(As written ca. 2000)
On the inside,
Briarcliff Lodge is a mess. Not a wreck or a ruin beyond repair, just a
mess. A ruin it will be in the near future, no doubt. Occasional debris
from The King’s College era remain, some busted computer monitors, flyers,
pamphlets, etc., and some clothing left behind by explorers perhaps, a
sweater here or there, and maybe some other intimate apparel. But most
of the furnishings have been removed. The grand Lobby (Formal Lounge in
TKC era) is a large empty space. Early photos show many fine chairs and
tables underneath fancy chandeliers. Some first floor rooms, such as the
ballroom, lobby and dining room are rather dark, but enough light filters
in from the other rooms so that a flashlight is not needed in daytime.

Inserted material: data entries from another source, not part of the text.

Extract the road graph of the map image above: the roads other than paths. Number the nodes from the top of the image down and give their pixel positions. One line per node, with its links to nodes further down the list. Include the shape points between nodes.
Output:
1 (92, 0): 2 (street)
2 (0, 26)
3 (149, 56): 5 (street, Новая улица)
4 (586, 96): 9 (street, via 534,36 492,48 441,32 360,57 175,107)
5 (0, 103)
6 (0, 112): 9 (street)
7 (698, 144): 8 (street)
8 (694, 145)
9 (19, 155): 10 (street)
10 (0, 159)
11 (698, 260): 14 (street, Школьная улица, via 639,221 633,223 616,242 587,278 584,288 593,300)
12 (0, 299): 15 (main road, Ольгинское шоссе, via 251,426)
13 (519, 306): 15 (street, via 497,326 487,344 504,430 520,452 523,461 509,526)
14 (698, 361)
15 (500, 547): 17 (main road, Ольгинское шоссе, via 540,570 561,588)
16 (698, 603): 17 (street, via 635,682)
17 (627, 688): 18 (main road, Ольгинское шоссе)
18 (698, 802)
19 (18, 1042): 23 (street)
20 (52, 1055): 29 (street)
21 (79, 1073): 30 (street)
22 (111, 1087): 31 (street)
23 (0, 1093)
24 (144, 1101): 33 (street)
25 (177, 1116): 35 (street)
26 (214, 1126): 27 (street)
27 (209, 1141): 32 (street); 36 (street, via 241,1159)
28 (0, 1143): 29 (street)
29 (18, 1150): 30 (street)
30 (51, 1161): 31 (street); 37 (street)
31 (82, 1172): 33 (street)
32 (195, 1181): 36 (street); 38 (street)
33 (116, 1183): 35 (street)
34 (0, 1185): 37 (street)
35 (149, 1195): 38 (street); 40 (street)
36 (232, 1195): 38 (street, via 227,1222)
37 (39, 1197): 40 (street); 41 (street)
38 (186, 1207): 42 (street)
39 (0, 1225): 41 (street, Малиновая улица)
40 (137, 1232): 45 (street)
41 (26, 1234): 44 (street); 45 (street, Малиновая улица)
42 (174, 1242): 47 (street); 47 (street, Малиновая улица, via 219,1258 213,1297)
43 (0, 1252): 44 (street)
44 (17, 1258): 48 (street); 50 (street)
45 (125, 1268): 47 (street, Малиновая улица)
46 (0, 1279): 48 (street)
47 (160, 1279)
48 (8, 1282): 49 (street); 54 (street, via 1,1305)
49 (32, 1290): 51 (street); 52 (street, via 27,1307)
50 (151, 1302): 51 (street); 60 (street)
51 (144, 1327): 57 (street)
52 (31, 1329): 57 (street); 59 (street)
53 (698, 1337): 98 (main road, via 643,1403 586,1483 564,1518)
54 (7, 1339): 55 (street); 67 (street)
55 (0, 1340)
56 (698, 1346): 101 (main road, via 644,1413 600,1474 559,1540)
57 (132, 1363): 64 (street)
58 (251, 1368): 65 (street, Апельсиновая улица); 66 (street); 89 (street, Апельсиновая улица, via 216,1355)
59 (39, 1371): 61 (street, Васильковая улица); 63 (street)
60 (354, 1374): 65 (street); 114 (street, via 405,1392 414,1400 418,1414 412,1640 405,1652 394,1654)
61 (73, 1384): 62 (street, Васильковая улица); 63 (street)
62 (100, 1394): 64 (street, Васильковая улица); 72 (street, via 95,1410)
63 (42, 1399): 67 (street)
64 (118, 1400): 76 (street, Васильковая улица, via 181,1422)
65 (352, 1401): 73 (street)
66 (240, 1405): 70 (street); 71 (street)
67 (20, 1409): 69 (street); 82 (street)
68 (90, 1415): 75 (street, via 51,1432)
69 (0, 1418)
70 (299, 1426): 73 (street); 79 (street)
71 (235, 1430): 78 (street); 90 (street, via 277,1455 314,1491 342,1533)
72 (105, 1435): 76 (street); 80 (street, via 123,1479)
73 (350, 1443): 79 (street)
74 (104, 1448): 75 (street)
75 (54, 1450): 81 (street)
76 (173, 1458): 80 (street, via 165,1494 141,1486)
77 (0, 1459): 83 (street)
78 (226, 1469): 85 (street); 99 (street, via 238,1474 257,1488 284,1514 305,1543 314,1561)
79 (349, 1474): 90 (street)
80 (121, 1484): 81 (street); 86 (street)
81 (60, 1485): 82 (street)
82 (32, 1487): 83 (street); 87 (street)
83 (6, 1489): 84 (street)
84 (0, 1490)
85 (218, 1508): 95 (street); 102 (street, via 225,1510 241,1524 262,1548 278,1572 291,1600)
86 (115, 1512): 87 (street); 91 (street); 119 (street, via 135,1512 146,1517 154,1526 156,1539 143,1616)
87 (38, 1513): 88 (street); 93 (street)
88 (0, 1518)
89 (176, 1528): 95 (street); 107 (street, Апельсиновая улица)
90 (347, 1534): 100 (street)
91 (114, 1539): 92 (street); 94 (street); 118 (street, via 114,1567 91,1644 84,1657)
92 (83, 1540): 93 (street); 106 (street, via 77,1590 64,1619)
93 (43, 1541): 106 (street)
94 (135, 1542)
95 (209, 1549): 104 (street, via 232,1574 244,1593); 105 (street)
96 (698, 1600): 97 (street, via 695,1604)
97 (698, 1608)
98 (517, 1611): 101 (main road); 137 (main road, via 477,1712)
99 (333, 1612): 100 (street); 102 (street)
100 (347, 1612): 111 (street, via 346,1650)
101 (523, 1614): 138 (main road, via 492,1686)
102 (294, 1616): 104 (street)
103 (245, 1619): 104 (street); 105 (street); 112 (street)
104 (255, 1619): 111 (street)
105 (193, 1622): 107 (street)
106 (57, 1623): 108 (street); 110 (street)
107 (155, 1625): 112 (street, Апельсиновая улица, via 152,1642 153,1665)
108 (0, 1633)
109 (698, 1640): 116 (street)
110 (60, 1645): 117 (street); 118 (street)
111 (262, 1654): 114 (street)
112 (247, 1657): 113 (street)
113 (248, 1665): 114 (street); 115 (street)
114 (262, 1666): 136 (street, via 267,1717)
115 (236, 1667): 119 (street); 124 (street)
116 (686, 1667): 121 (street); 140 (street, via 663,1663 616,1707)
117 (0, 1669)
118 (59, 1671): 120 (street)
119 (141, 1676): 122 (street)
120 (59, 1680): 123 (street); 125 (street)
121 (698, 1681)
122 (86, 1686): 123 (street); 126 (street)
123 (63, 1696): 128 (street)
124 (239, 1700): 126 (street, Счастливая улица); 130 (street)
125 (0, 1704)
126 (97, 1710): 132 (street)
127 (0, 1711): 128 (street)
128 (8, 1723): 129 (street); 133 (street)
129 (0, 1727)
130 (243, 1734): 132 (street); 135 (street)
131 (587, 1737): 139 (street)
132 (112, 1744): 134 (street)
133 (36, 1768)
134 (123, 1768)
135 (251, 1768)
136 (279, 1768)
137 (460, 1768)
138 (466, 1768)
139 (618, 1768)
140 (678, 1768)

The ballroom opened up on the north and south sides to the long piazzas.
Ionic columns stand here, with glass doors leading to a marble floored
vestibule connecting the rear wing to the main building. In the vestibule
was a moose head on the stone column, which is behind the fireplace in
the Lobby.
(NOTE: Briarcliff Lodge and other buildings on the campus were emptied by a dismantling company in early 2000, and again in late 2000. Some locals used bathtubs for some bizarre scene, placing them in the lobby in orderly fashion, draped with the paper inscriptions “coffin” and “union and confederate dead.” What exactly this was used for, I’d be interested to know.)

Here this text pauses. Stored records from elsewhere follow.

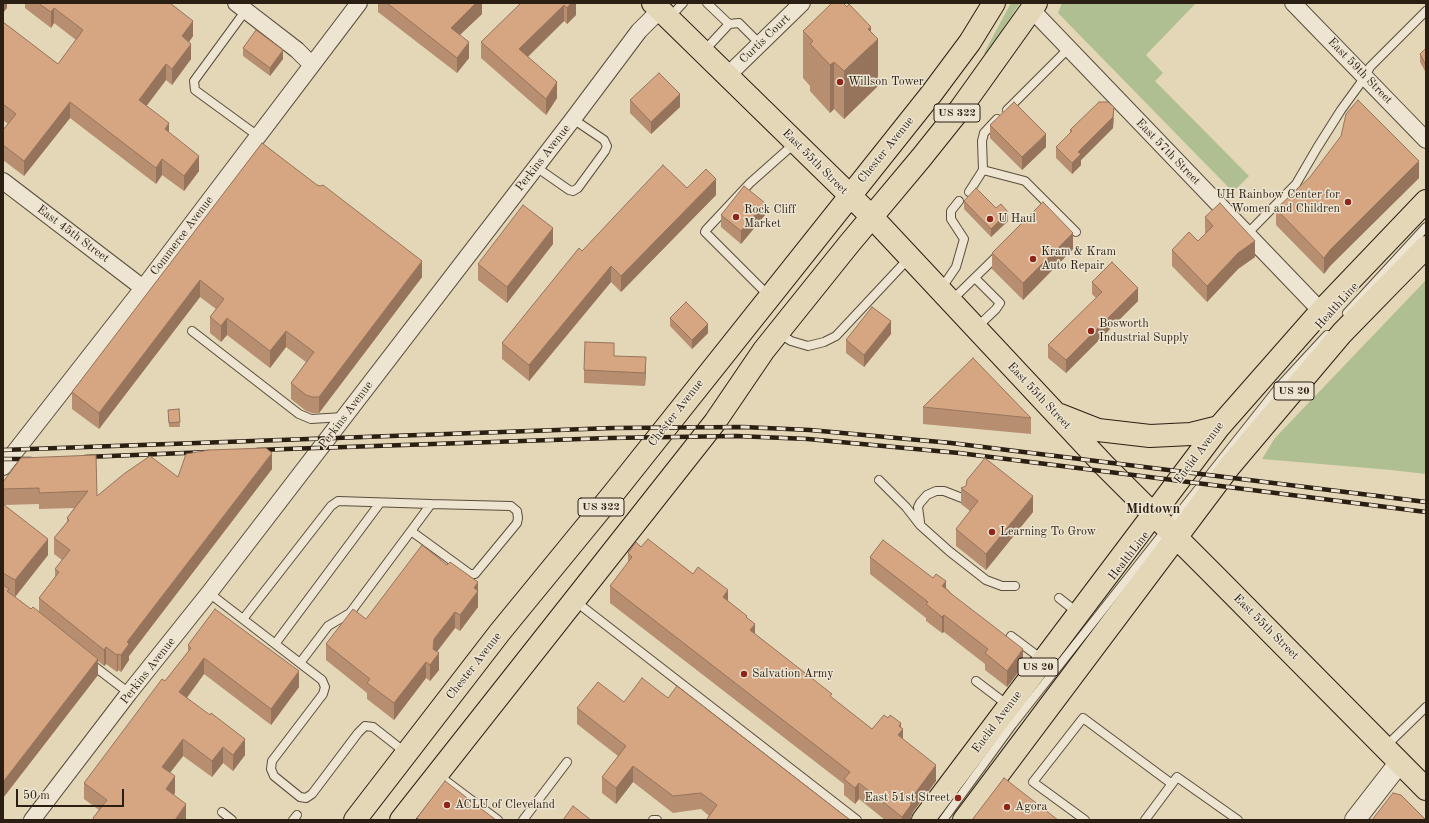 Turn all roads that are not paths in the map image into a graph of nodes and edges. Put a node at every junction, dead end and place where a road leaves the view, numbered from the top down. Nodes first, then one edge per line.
1 (359, 3) edge
2 (707, 3) edge
3 (802, 3) edge
4 (994, 3) edge
5 (1293, 3) edge
6 (1034, 6) edge
7 (241, 7) edge
8 (666, 9) edge
9 (1426, 11) edge
10 (729, 24) junction
11 (760, 44) junction
12 (1069, 48) junction
13 (703, 52) junction
14 (312, 65) junction
15 (728, 75) junction
16 (1365, 77) junction
17 (573, 119) junction
18 (1426, 140) edge
19 (256, 142) junction
20 (796, 142) junction
21 (536, 167) junction
22 (983, 170) junction
23 (3, 181) edge
24 (969, 192) dead end
25 (850, 195) junction
26 (959, 201) dead end
27 (1426, 201) edge
28 (1049, 205) junction
29 (872, 217) junction
30 (1033, 220) edge
31 (1426, 227) edge
32 (1076, 232) dead end
33 (1247, 234) junction
34 (1007, 246) edge
35 (1426, 247) edge
36 (909, 258) junction
37 (975, 278) junction
38 (143, 288) junction
39 (769, 296) junction
40 (946, 296) junction
41 (1321, 311) junction
42 (1342, 318) dead end
43 (975, 328) junction
44 (1332, 329) dead end
45 (192, 331) dead end
46 (779, 332) junction
47 (1054, 412) junction
48 (344, 417) junction
49 (1218, 427) junction
50 (5, 460) edge
51 (879, 480) dead end
52 (962, 498) dead end
53 (380, 503) junction
54 (431, 504) junction
55 (920, 525) junction
56 (1165, 526) junction
57 (412, 531) junction
58 (1015, 586) dead end
59 (209, 593) junction
60 (1059, 598) dead end
61 (574, 600) junction
62 (1079, 614) junction
63 (243, 619) junction
64 (1011, 636) dead end
65 (276, 644) junction
66 (85, 659) edge
67 (1044, 660) junction
68 (300, 663) junction
69 (976, 681) dead end
70 (129, 693) junction
71 (1009, 706) junction
72 (1426, 706) edge
73 (407, 753) junction
74 (1392, 754) junction
75 (567, 762) dead end
76 (437, 774) junction
77 (1172, 784) junction
78 (1426, 788) edge
79 (222, 812) dead end
80 (32, 820) edge
81 (232, 820) edge
82 (355, 820) edge
83 (401, 820) edge
84 (498, 820) edge
85 (523, 820) edge
86 (653, 820) edge
87 (657, 820) edge
88 (857, 820) edge
89 (923, 820) edge
90 (943, 820) edge
91 (964, 820) edge
92 (1085, 820) edge
93 (1145, 820) edge
94 (1238, 820) edge
95 (1355, 820) edge

1 - 14 street, Commerce Avenue
2 - 10 lane
3 - 11 street, Curtis Court
4 - 25 main road, Chester Avenue / US 322
5 - 16 street, East 59th Street
6 - 12 street, East 57th Street
6 - 29 main road, US 322
7 - 14 street
7 - 19 lane
8 - 13 main road, East 55th Street
8 - 17 street, Perkins Avenue
9 - 16 lane
10 - 11 lane
10 - 13 lane
11 - 15 street, Curtis Court
12 - 22 lane
12 - 33 street, East 57th Street
13 - 15 main road, East 55th Street
14 - 19 street, Commerce Avenue
15 - 20 main road, East 55th Street
16 - 18 street, East 59th Street
16 - 33 lane
17 - 21 street, Perkins Avenue
17 - 21 lane
19 - 38 street, Commerce Avenue
20 - 25 main road, East 55th Street
20 - 39 lane
21 - 48 street, Perkins Avenue
22 - 24 lane
22 - 28 lane
23 - 38 street, East 45th Street
25 - 29 main road, East 55th Street
25 - 39 main road, Chester Avenue / US 322
26 - 40 lane
27 - 41 main road, Euclid Avenue / US 20
28 - 30 lane
28 - 32 lane
29 - 36 main road, East 55th Street
29 - 46 main road, US 322
31 - 42 lane, HealthLine
33 - 41 street, East 57th Street
34 - 37 lane
35 - 56 main road, Euclid Avenue / US 20
36 - 40 main road, East 55th Street
36 - 46 lane
37 - 40 lane
37 - 43 lane
38 - 50 street, Commerce Avenue
39 - 73 main road, Chester Avenue / US 322
40 - 43 main road, East 55th Street
41 - 49 main road, Euclid Avenue / US 20
43 - 47 main road, East 55th Street
44 - 56 lane, HealthLine
45 - 48 lane
46 - 61 main road, US 322
47 - 49 main road
47 - 56 main road, East 55th Street
48 - 59 street, Perkins Avenue
49 - 56 main road, Euclid Avenue / US 20
51 - 55 lane
52 - 55 lane
53 - 54 lane
53 - 63 lane
53 - 65 lane
54 - 57 lane
54 - 57 lane
55 - 58 lane
56 - 62 main road, Euclid Avenue / US 20
56 - 74 main road, East 55th Street
56 - 90 lane, HealthLine
56 - 91 main road, Euclid Avenue / US 20
57 - 68 lane
59 - 63 lane
59 - 70 street, Perkins Avenue
60 - 62 lane
61 - 76 main road, US 322
61 - 88 lane
62 - 67 main road, Euclid Avenue / US 20
63 - 65 lane
64 - 67 lane
65 - 68 lane
66 - 70 lane
67 - 71 main road, Euclid Avenue / US 20
68 - 73 lane
69 - 71 lane
70 - 80 street, Perkins Avenue
71 - 89 main road, Euclid Avenue / US 20
72 - 74 lane
73 - 82 main road, Chester Avenue / US 322
74 - 78 main road, East 55th Street
74 - 95 street
75 - 85 lane
76 - 83 main road, US 322
76 - 84 lane
77 - 92 lane
77 - 93 lane
77 - 94 lane
79 - 81 lane
86 - 87 lane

Further down the hall of the main building is the Oak Room, a one floor extension on the east side of the building. The fireplace mantle has been ripped out and stolen. There was a stone, maybe marble, mantle here, with an inscription above it memorized by the truest TKC students: "Sit with me by the homestead hearth, and stretch the hands of memory forth to warm them by the fireside blaze." It is in someone’s living room now, probably. In the fireplace itself stands a red party hat on a stick. On the floor are dozens of copies of an appeals letter from a college official. They are all page four. Bay windows with broken glass, now boarded up, must have created a pleasant reading space on the benches below. Much of the paint is peeling off the walls in this, and most other rooms, but the oak panels and beams are all in good condition. South of the Oak Room is an office, once a porch. On the floor are multiple postcards of the Tuxedo Campus that was part of the downfall for The King’s College. As if the building itself didn’t offer enough reminders of ruin. A printout on the wall is religious scripture.

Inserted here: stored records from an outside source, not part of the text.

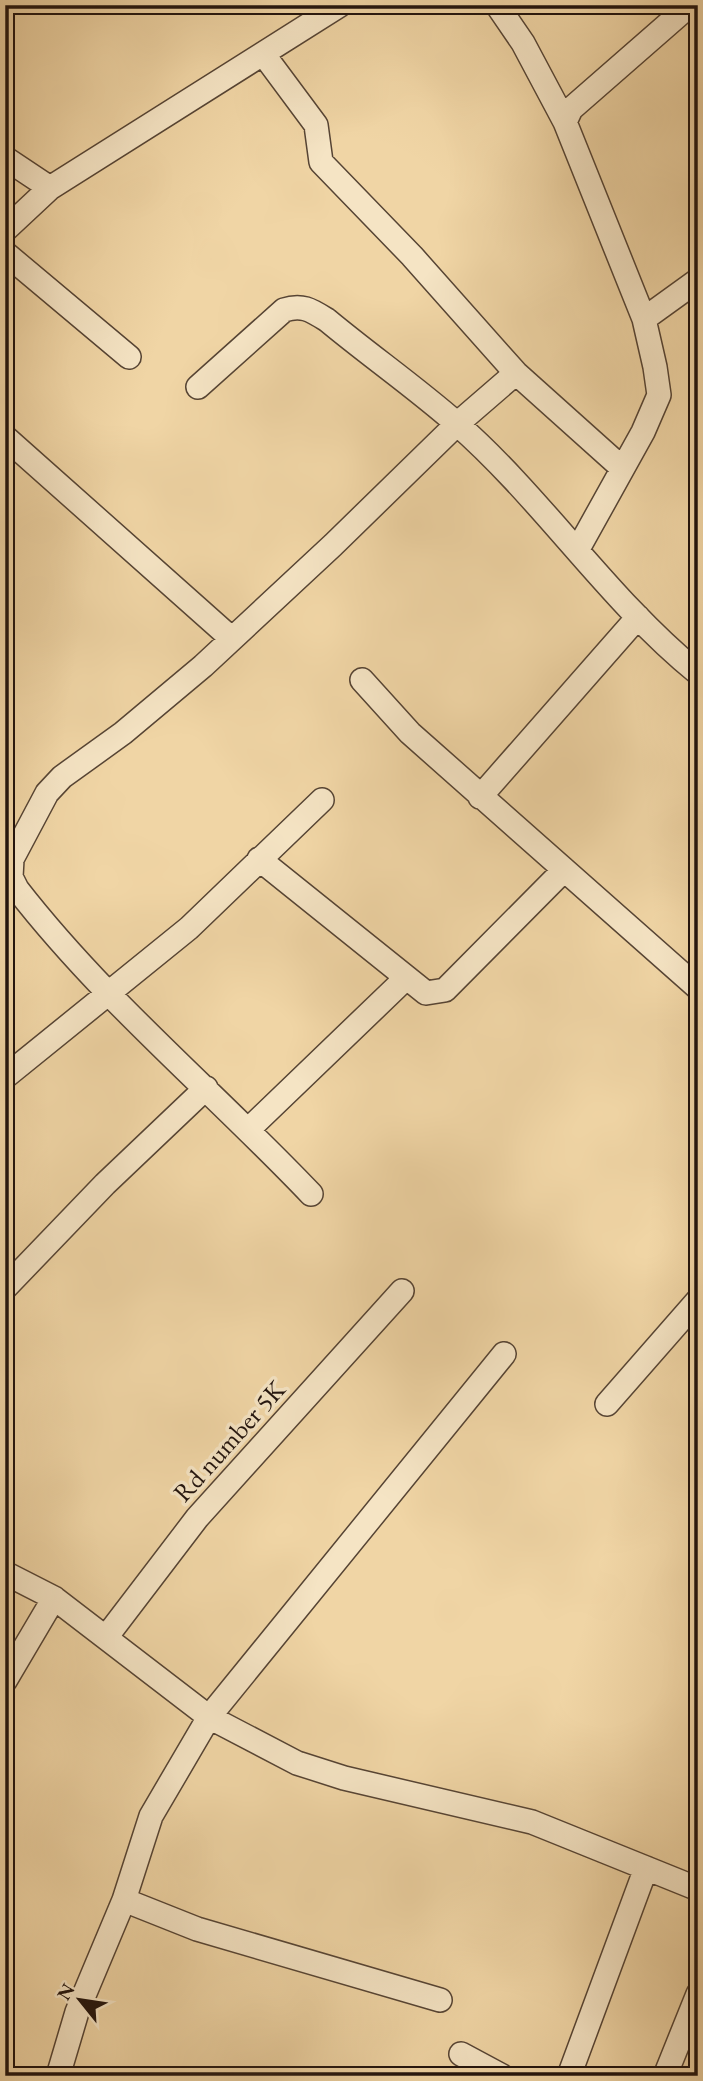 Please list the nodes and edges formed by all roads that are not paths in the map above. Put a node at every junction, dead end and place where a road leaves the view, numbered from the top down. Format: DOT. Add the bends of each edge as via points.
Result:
graph roads {
  1 [pos="340,5"];
  2 [pos="497,5"];
  3 [pos="690,5"];
  4 [pos="264,55"];
  5 [pos="565,122"];
  6 [pos="5,158"];
  7 [pos="50,188"];
  8 [pos="5,230"];
  9 [pos="5,253"];
  10 [pos="698,280"];
  11 [pos="644,319"];
  12 [pos="129,357"];
  13 [pos="516,373"];
  14 [pos="198,387"];
  15 [pos="457,424"];
  16 [pos="5,437"];
  17 [pos="622,468"];
  18 [pos="578,549"];
  19 [pos="638,617"];
  20 [pos="232,639"];
  21 [pos="698,673"];
  22 [pos="362,680"];
  23 [pos="480,797"];
  24 [pos="323,800"];
  25 [pos="259,859"];
  26 [pos="9,860"];
  27 [pos="563,871"];
  28 [pos="406,978"];
  29 [pos="698,988"];
  30 [pos="108,994"];
  31 [pos="5,1077"];
  32 [pos="206,1088"];
  33 [pos="249,1129"];
  34 [pos="311,1194"];
  35 [pos="5,1288"];
  36 [pos="402,1291"];
  37 [pos="698,1300"];
  38 [pos="504,1354"];
  39 [pos="607,1404"];
  40 [pos="5,1573"];
  41 [pos="54,1598"];
  42 [pos="107,1636"];
  43 [pos="5,1681"];
  44 [pos="209,1717"];
  45 [pos="646,1868"];
  46 [pos="698,1889"];
  47 [pos="124,1900"];
  48 [pos="698,1994"];
  49 [pos="440,2000"];
  50 [pos="461,2054"];
  51 [pos="58,2076"];
  52 [pos="502,2076"];
  53 [pos="569,2076"];
  54 [pos="665,2076"];
  1 -- 4 [label="street"];
  2 -- 5 [label="street"];
  3 -- 5 [label="street" via="571,109"];
  4 -- 7 [label="street"];
  4 -- 13 [label="street" via="316,125 321,162"];
  5 -- 11 [label="street"];
  6 -- 7 [label="street"];
  7 -- 8 [label="street"];
  9 -- 12 [label="street"];
  10 -- 11 [label="street"];
  11 -- 17 [label="street" via="659,395"];
  13 -- 15 [label="street"];
  13 -- 17 [label="street"];
  14 -- 15 [label="street" via="284,310 297,306 327,320"];
  15 -- 18 [label="street"];
  15 -- 20 [label="street"];
  16 -- 20 [label="street"];
  17 -- 18 [label="street"];
  18 -- 19 [label="street"];
  19 -- 21 [label="street"];
  19 -- 23 [label="street"];
  20 -- 26 [label="street" via="123,733 62,777 47,793"];
  22 -- 23 [label="street" via="410,733"];
  23 -- 27 [label="street"];
  24 -- 25 [label="street"];
  25 -- 28 [label="street"];
  25 -- 30 [label="street" via="189,928"];
  26 -- 30 [label="street" via="17,889"];
  27 -- 28 [label="street" via="445,990 426,993"];
  27 -- 29 [label="street"];
  28 -- 33 [label="street"];
  30 -- 31 [label="street"];
  30 -- 32 [label="street"];
  32 -- 33 [label="street"];
  32 -- 35 [label="street"];
  33 -- 34 [label="street"];
  36 -- 42 [label="street, Rd number 5K" via="197,1518"];
  37 -- 39 [label="street"];
  38 -- 44 [label="street"];
  40 -- 41 [label="street"];
  41 -- 42 [label="street"];
  41 -- 43 [label="street"];
  42 -- 44 [label="street"];
  44 -- 45 [label="street" via="297,1763 532,1822"];
  44 -- 47 [label="street" via="151,1816"];
  45 -- 46 [label="street"];
  45 -- 53 [label="street"];
  47 -- 49 [label="street" via="197,1929"];
  47 -- 51 [label="street" via="77,2012"];
  48 -- 54 [label="street"];
  50 -- 52 [label="street"];
}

Most of the first floor of the main building during The King’s College era served as classroom and office space. The south end featured a modern addition which was the library. Microfiche files litter one room, along with a few reel-to-reels in the hallway. A large “artistic rendering” of the American flag painted on plywood adorned a wall in what was once a pergola during my first visit. This room adjoins the new Library. North of the pergola were the original dining rooms which allowed views in three directions. The King’s College converted this into Library space and made the Mirror Room in the basement the cafeteria. Down the hall is the President’s Office, with sliding oak doors maybe 12 feet tall. Near here is the Dutch Kitchen, which was originally decorated in rich “Rembrandt effects and a veritable treasure...of rare Chine paintings and articles of verdu.” This room also was converted to library space by The King’s College. Empty metal book shelves still remain, some standing, some knocked over. Off the lobby, or Formal lounge, was the Ballroom, with classically designed columns. .
The second, third and fourth floors of the original Lodge were women’s dorms. One room still has comics cut from magazines taped to the door. Some rooms have the names of their last occupants on the door. A 5-pack of tampons sits on a windowsill, three unused one inside, while a nearby bathroom has rolls of unwrapped toilet paper. It’s like the 3rd week of May and school just let out. The janitors just haven’t gotten around to cleaning the entire place yet. Photographic negatives of one girl were left behind in her room. A third floor bathroom features painted pipes, courtesy of some colorful denizens of the floor. other rooms are painted too, some with large floral designs over a closet door, for example. Most bathrooms have just a sink, toilet and tub. Unless it was your thing, you wouldn’t be sharing the room with another person because there are no dividers around the seats or tubs. But there are also larger communal bathrooms, added in or renovated by The King’s College.
The state of the Lodge carries reminders of when most of the furnishings removed in 1998. A start-up not-for-profit organization in need of desks, chairs and tables purchased those items - sometimes people benefit when buildings are abandoned. A firehose has been taken from its place, and wrapped across a stairway where a balustrade is now missing. The hose was used to lower furniture down the stairway instead of carrying it down.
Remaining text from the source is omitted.